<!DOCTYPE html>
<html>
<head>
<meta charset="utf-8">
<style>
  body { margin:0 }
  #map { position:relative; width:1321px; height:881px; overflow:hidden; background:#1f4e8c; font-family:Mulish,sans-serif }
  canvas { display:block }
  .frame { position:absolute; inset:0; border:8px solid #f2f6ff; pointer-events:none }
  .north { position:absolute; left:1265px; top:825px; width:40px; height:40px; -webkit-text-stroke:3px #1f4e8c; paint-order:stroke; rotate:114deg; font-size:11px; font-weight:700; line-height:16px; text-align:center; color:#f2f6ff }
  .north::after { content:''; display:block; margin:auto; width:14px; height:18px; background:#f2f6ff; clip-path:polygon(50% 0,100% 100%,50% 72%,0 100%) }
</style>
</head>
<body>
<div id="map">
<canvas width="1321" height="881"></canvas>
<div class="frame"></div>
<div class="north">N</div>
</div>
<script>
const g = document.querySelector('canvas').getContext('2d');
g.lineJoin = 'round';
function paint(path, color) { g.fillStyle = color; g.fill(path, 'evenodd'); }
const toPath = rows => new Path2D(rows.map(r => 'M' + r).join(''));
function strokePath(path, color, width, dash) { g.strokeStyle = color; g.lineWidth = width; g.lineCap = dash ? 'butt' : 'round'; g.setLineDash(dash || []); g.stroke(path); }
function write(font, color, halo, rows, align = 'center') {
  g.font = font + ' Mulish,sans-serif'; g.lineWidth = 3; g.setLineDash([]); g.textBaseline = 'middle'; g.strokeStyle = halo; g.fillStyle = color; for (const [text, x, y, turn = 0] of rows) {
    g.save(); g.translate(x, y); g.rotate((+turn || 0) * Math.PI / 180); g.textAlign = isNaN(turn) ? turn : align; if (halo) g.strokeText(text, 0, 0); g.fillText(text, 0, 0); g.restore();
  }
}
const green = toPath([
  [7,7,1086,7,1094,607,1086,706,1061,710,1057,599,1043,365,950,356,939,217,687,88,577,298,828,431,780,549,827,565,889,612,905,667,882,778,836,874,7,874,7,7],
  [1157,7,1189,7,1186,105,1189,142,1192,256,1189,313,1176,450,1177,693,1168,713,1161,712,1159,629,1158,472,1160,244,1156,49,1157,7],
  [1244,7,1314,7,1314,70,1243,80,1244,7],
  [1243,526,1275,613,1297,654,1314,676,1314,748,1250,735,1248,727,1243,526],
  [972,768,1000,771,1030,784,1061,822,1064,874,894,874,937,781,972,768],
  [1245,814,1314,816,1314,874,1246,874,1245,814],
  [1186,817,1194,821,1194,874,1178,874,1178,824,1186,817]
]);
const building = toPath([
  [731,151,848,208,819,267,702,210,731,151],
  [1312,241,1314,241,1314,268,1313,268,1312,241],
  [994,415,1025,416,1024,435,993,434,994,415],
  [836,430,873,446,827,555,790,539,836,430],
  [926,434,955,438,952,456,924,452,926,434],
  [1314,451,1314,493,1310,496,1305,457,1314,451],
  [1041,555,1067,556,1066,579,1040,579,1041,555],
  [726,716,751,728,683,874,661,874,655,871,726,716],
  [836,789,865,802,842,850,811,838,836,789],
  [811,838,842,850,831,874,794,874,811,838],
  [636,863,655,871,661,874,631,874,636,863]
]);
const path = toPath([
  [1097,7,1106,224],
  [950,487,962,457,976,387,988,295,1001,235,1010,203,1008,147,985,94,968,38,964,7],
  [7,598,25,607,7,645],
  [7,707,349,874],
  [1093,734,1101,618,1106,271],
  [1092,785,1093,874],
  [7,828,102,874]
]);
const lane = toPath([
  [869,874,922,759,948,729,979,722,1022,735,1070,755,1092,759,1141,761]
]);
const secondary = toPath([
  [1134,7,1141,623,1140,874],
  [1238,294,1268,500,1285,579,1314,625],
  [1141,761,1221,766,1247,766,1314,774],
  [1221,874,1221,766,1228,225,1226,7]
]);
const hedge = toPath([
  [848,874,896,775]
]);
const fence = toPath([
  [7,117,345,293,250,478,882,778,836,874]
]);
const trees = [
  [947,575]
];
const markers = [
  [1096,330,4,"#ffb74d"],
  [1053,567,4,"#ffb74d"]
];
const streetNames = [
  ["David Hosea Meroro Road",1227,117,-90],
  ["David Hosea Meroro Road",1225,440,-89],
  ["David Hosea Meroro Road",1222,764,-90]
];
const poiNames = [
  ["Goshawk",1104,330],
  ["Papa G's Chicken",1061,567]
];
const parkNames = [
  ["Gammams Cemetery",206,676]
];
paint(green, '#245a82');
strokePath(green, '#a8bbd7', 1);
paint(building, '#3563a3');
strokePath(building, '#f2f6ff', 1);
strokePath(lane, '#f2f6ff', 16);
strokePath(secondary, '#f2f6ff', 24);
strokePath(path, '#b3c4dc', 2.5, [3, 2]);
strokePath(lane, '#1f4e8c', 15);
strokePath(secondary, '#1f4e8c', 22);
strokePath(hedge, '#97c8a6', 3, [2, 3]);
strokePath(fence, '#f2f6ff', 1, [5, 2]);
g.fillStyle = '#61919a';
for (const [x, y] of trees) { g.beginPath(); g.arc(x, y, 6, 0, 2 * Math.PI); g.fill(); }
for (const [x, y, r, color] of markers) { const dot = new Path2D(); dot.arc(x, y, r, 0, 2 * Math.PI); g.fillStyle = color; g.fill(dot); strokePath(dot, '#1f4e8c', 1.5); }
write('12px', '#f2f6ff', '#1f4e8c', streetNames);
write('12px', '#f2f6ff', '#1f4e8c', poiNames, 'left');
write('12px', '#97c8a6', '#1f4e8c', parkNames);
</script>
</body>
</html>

- _Aim of the exercise_: Output, from the data above, the lines from the line with "[1221,874,1221,766,1228,225,1226,7]" to the line with "strokePath(secondary, '#f2f6ff', 24);" exactly as they stand, both ends included and nothing else.

- _Written answer_:
  [1221,874,1221,766,1228,225,1226,7]
]);
const hedge = toPath([
  [848,874,896,775]
]);
const fence = toPath([
  [7,117,345,293,250,478,882,778,836,874]
]);
const trees = [
  [947,575]
];
const markers = [
  [1096,330,4,"#ffb74d"],
  [1053,567,4,"#ffb74d"]
];
const streetNames = [
  ["David Hosea Meroro Road",1227,117,-90],
  ["David Hosea Meroro Road",1225,440,-89],
  ["David Hosea Meroro Road",1222,764,-90]
];
const poiNames = [
  ["Goshawk",1104,330],
  ["Papa G's Chicken",1061,567]
];
const parkNames = [
  ["Gammams Cemetery",206,676]
];
paint(green, '#245a82');
strokePath(green, '#a8bbd7', 1);
paint(building, '#3563a3');
strokePath(building, '#f2f6ff', 1);
strokePath(lane, '#f2f6ff', 16);
strokePath(secondary, '#f2f6ff', 24);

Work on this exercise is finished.